Aim of the exercise:
The answer must be an exact copy of the records, with every picture removed.

Records provided:
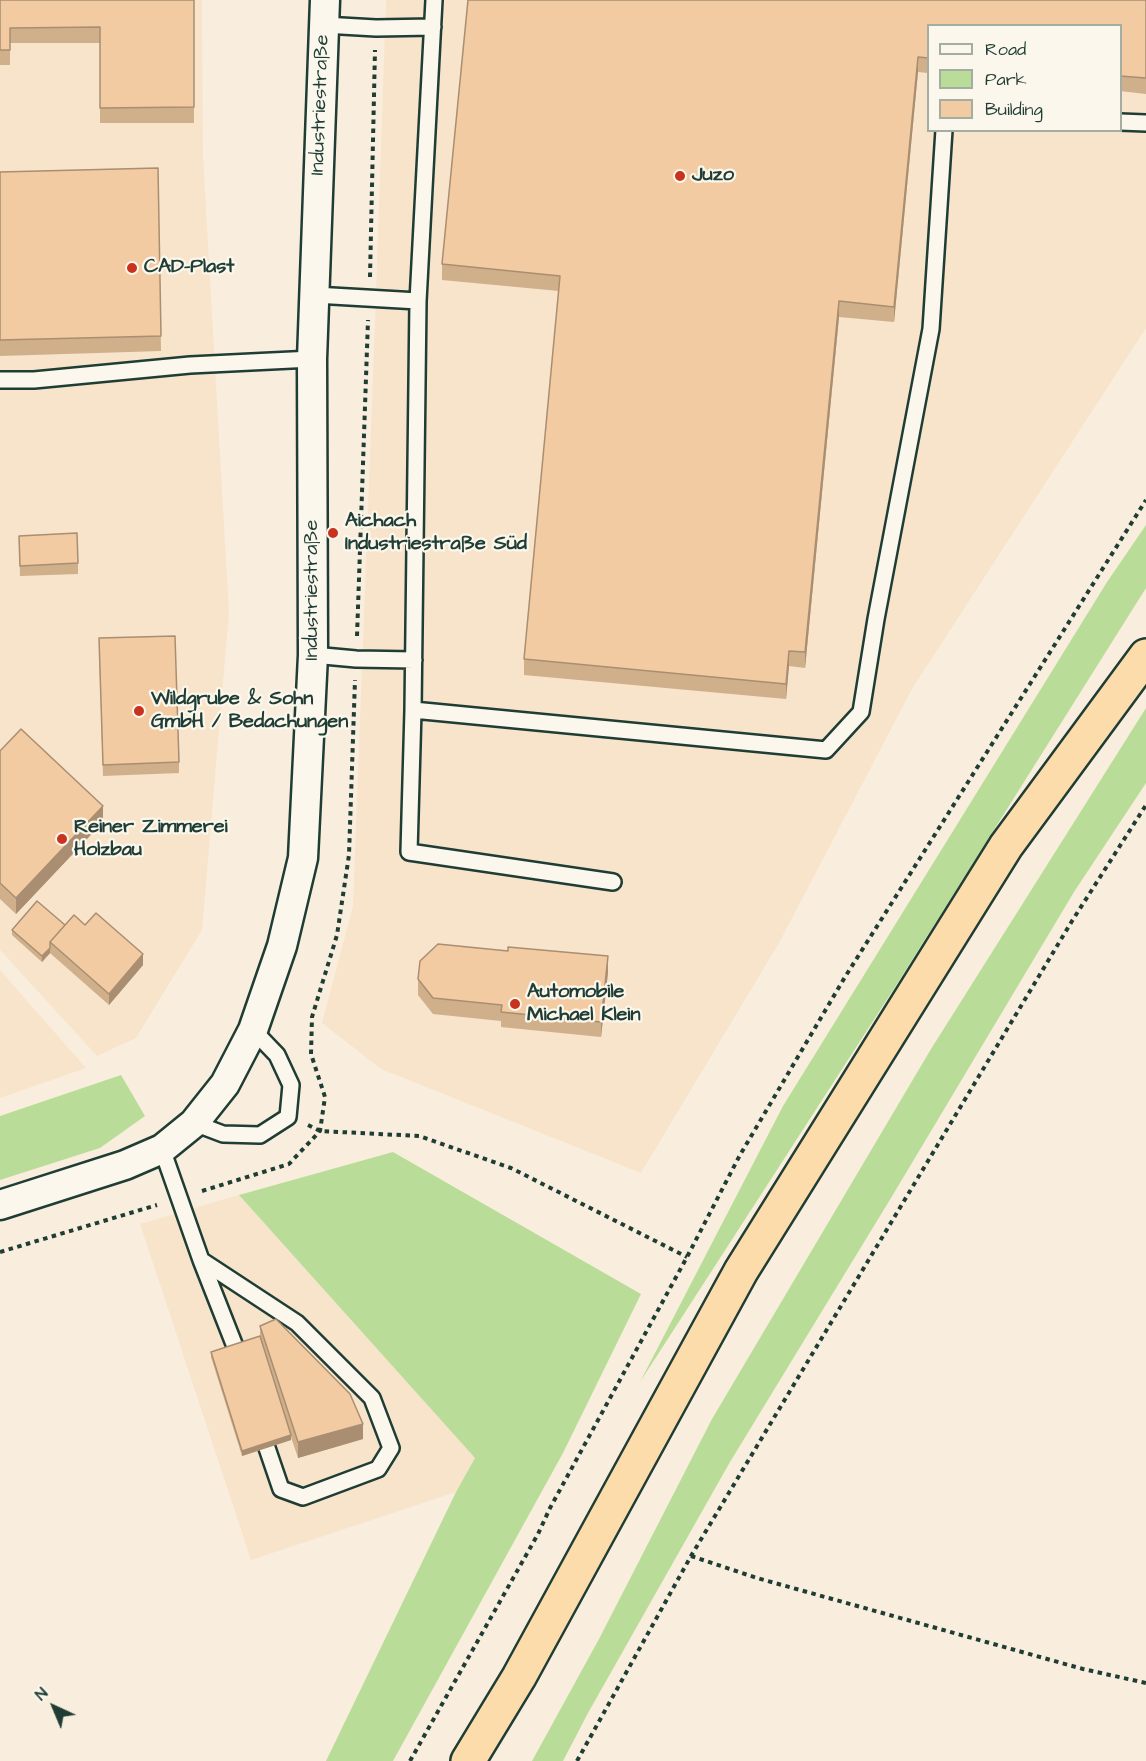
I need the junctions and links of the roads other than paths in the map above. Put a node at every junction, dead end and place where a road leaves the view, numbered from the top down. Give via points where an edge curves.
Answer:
1 (434, 0) edge
2 (324, 12) edge
3 (433, 27) junction
4 (1122, 122) edge
5 (1146, 123) edge
6 (944, 132) edge
7 (315, 295) junction
8 (418, 301) junction
9 (312, 359) junction
10 (0, 380) edge
11 (313, 655) junction
12 (1146, 656) edge
13 (414, 660) junction
14 (413, 710) junction
15 (613, 882) dead end
16 (253, 1030) junction
17 (194, 1123) junction
18 (162, 1149) junction
19 (0, 1205) edge
20 (201, 1260) junction
21 (236, 1349) edge
22 (267, 1448) edge
23 (519, 1677) junction
24 (468, 1761) edge
25 (483, 1761) edge

1 - 3 lane
2 - 3 lane via 376,28
2 - 7 street, Industriestraße
3 - 8 lane
4 - 5 lane
6 - 14 lane via 931,329 861,712 854,720 826,750
7 - 8 lane
7 - 9 street, Industriestraße
8 - 13 lane
9 - 10 lane
9 - 11 street, Industriestraße
11 - 13 lane
11 - 16 street, Industriestraße via 303,858 282,946
12 - 23 highway via 1006,846 741,1271
13 - 14 lane
14 - 15 lane via 409,852
16 - 17 street, Industriestraße via 225,1084
16 - 17 lane via 277,1055 291,1085 288,1117 260,1135 223,1134
17 - 18 street, Industriestraße
18 - 19 street, Industriestraße via 125,1165
18 - 20 lane
20 - 21 lane
20 - 22 lane via 297,1323 364,1389 372,1398 391,1448 378,1469 303,1497 280,1489
23 - 24 highway
23 - 25 highway

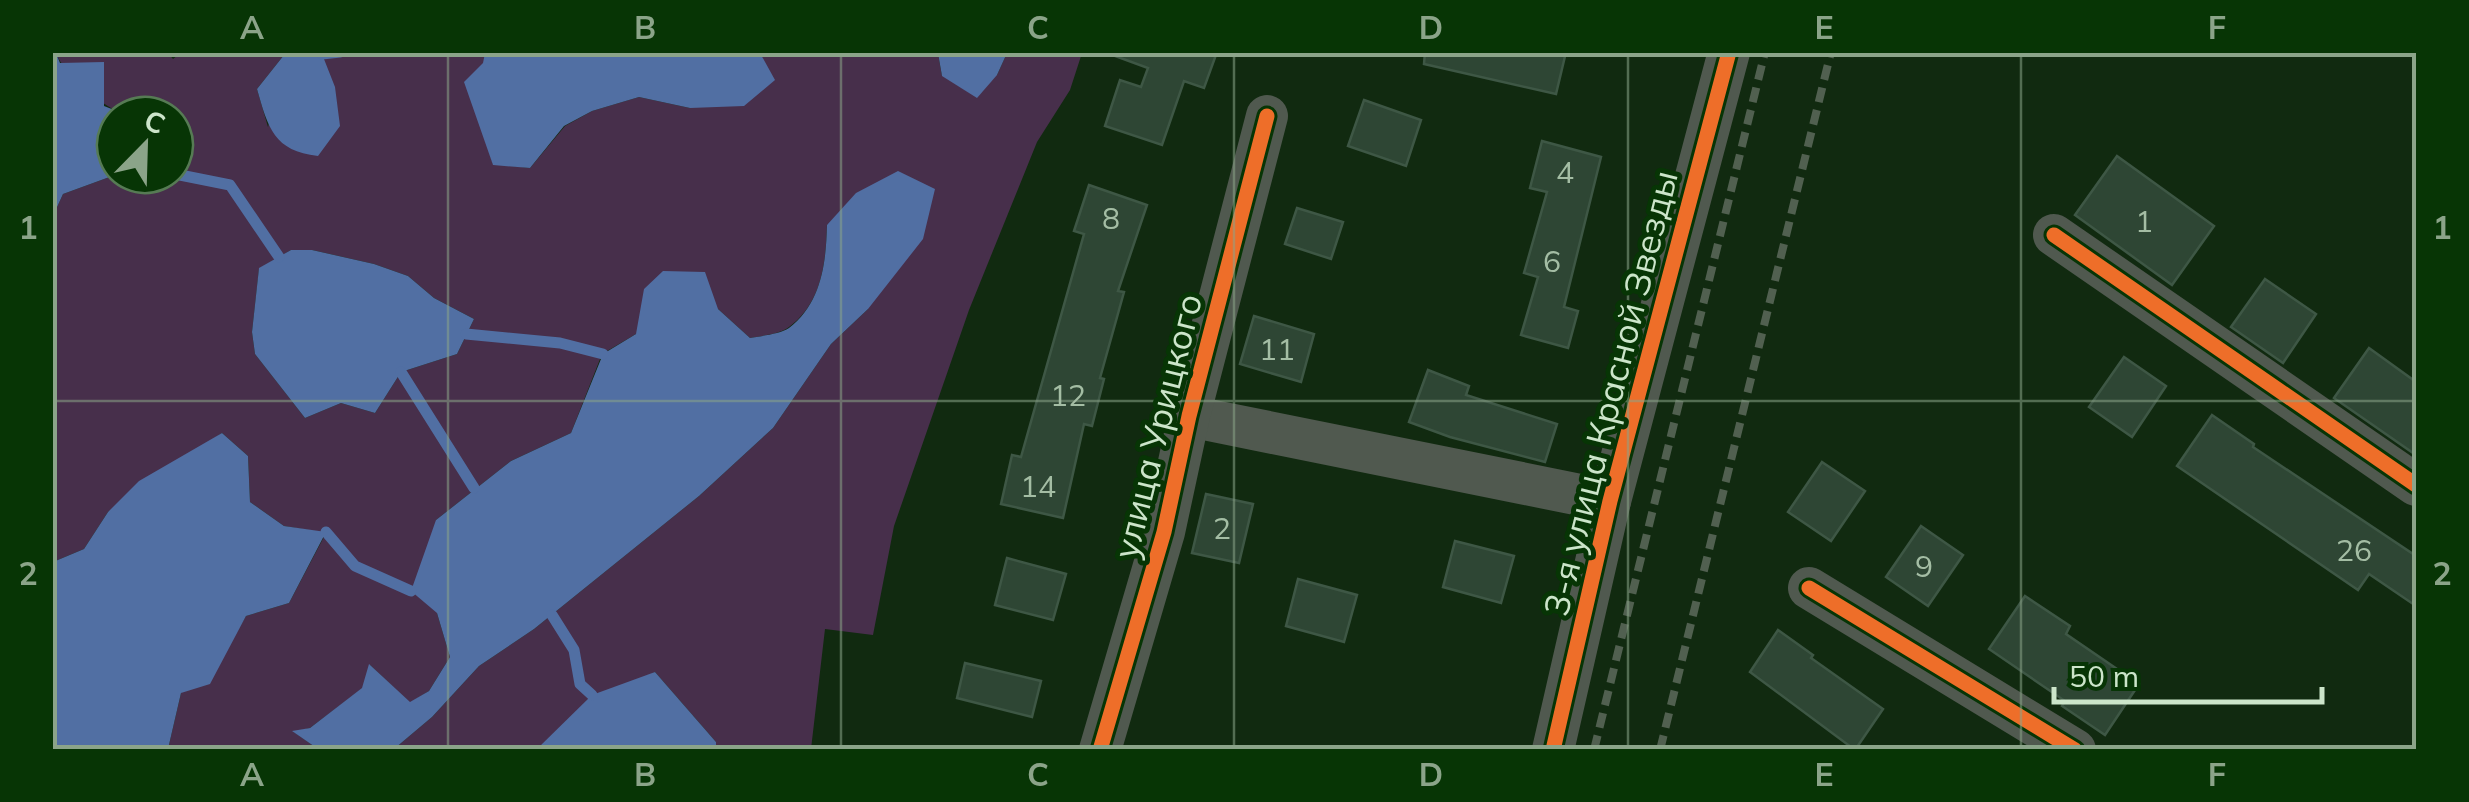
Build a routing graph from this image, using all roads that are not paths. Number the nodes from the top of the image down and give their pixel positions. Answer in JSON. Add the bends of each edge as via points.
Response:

Output of the exercise:
I need the junctions and links of the roads other than paths in the map above. Put a node at every junction, dead end and place where a road leaves the view, numbered from the top down. Give via points where an edge curves.
Answer:
1 (434, 0) edge
2 (324, 12) edge
3 (433, 27) junction
4 (1122, 122) edge
5 (1146, 123) edge
6 (944, 132) edge
7 (315, 295) junction
8 (418, 301) junction
9 (312, 359) junction
10 (0, 380) edge
11 (313, 655) junction
12 (1146, 656) edge
13 (414, 660) junction
14 (413, 710) junction
15 (613, 882) dead end
16 (253, 1030) junction
17 (194, 1123) junction
18 (162, 1149) junction
19 (0, 1205) edge
20 (201, 1260) junction
21 (236, 1349) edge
22 (267, 1448) edge
23 (519, 1677) junction
24 (468, 1761) edge
25 (483, 1761) edge

1 - 3 lane
2 - 3 lane via 376,28
2 - 7 street, Industriestraße
3 - 8 lane
4 - 5 lane
6 - 14 lane via 931,329 861,712 854,720 826,750
7 - 8 lane
7 - 9 street, Industriestraße
8 - 13 lane
9 - 10 lane
9 - 11 street, Industriestraße
11 - 13 lane
11 - 16 street, Industriestraße via 303,858 282,946
12 - 23 highway via 1006,846 741,1271
13 - 14 lane
14 - 15 lane via 409,852
16 - 17 street, Industriestraße via 225,1084
16 - 17 lane via 277,1055 291,1085 288,1117 260,1135 223,1134
17 - 18 street, Industriestraße
18 - 19 street, Industriestraße via 125,1165
18 - 20 lane
20 - 21 lane
20 - 22 lane via 297,1323 364,1389 372,1398 391,1448 378,1469 303,1497 280,1489
23 - 24 highway
23 - 25 highway

Build a routing graph from this image, using all roads that are not paths. Number the nodes from the top of the image down and give their pixel positions. Answer in JSON. Add the bends of each edge as via points.
Response:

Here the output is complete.